La dette freine le développement des pays pauvres, avertit l’ONU : un appel urgent au financement
Les Défis Économiques Majeurs Assombrissent l’Avenir des Nations en Développement
Selon un récent rapport des Nations Unies, l’accumulation de la dette et le manque de financements freinent sévèrement le progrès des pays pauvres, accentuant les inégalités et menaçant de balayer les avancées obtenues ces dernières décennies.
Ce document, dévoilé la semaine passée, pointe plusieurs éléments clés. Une dette extérieure jugée insoutenable, une réduction de l’aide internationale, et un monde de plus en plus fragmenté par des blocs commerciaux et géopolitiques compliquent davantage le contexte économique mondial.
La situation est aggravée par des tensions géopolitiques et commerciales, lesquelles appauvrissent globalement les économies en freinant des investissements privés, notamment dans les pays en développement. Le constat est clair : tous les indicateurs économiques sont en baisse.
Particulièrement alarmant, le rapport révèle que 3,4 milliards d’individus vivent dans des pays où les ressources allouées au remboursement de la dette surpassent celles consacrées à la santé ou à l’éducation. Simultanément, l’aide aux pays les plus défavorisés diminue considérablement : une baisse de 6 % a été enregistrée en 2024, avec seulement 214,6 milliards de dollars alloués à l’aide publique au développement. Cette tendance négative pourrait se poursuivre en 2025, allant jusqu’à une réduction de 25 % dans les pays les moins avancés.
En plus de la réduction de l’aide, le rapport signale un déclin de 11 % de l’investissement direct étranger pour la deuxième année consécutive en 2024. Les droits de douane appliqués aux exportations des pays les moins avancés ont brutalement gonflé, passant de 9 % à 28 % en 2025, par rapport à des hausses moins sévères dans d’autres régions.
Cependant, tout n’est pas sombre. Le rapport met en lumière certains signes positifs, comme l’essor des investissements dans les énergies renouvelables, atteignant un montant record de 2 200 milliards de dollars en 2024 — le double des sommes investies dans les énergies fossiles.
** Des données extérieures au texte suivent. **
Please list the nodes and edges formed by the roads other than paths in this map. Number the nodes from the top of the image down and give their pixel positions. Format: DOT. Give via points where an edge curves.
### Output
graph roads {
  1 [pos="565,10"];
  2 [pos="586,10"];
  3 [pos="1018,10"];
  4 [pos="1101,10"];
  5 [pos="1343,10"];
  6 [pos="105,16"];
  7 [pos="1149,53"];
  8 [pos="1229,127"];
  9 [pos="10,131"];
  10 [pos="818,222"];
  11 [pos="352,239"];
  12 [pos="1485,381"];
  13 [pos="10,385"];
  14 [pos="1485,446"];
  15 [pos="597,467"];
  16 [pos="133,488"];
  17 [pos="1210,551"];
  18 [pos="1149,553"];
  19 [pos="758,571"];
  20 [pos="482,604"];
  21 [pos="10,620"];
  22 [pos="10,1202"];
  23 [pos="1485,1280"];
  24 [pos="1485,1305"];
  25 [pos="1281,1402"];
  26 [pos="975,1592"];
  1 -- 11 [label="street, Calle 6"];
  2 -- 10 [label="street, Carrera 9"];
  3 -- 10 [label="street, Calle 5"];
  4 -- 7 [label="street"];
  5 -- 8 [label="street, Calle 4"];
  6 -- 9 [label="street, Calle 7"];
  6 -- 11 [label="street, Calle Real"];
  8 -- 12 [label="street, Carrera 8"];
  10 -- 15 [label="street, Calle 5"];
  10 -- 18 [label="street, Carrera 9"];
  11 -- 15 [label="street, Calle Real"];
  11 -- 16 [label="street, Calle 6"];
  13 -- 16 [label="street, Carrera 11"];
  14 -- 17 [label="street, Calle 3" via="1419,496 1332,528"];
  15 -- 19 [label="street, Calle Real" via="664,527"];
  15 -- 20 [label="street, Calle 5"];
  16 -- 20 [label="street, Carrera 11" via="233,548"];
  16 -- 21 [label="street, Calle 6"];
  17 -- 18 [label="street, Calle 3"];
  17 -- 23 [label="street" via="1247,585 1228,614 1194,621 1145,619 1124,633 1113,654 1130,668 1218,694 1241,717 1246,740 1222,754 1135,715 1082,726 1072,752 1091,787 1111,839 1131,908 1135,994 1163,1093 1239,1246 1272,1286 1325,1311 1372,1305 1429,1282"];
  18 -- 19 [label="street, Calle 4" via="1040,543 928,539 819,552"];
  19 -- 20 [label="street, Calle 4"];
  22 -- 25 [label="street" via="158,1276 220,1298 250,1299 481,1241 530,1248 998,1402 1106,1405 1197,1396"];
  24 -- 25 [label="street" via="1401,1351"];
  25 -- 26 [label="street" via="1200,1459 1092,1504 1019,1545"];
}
De plus, le commerce Sud-Sud a quadruplé en l’espace de vingt ans.
Malgré ces quelques progrès, beaucoup reste à faire. Le déficit annuel de financement pour accomplir les Objectifs de développement durable demeure élevé, s’élevant à 4 000 milliards de dollars.
En guise de conclusion, la complexité et la multiplicité des défis exigent une collaboration internationale renouvelée et intensifiée pour éviter que la trajectoire actuelle ne compromette davantage les perspectives de développement des nations les plus démunies.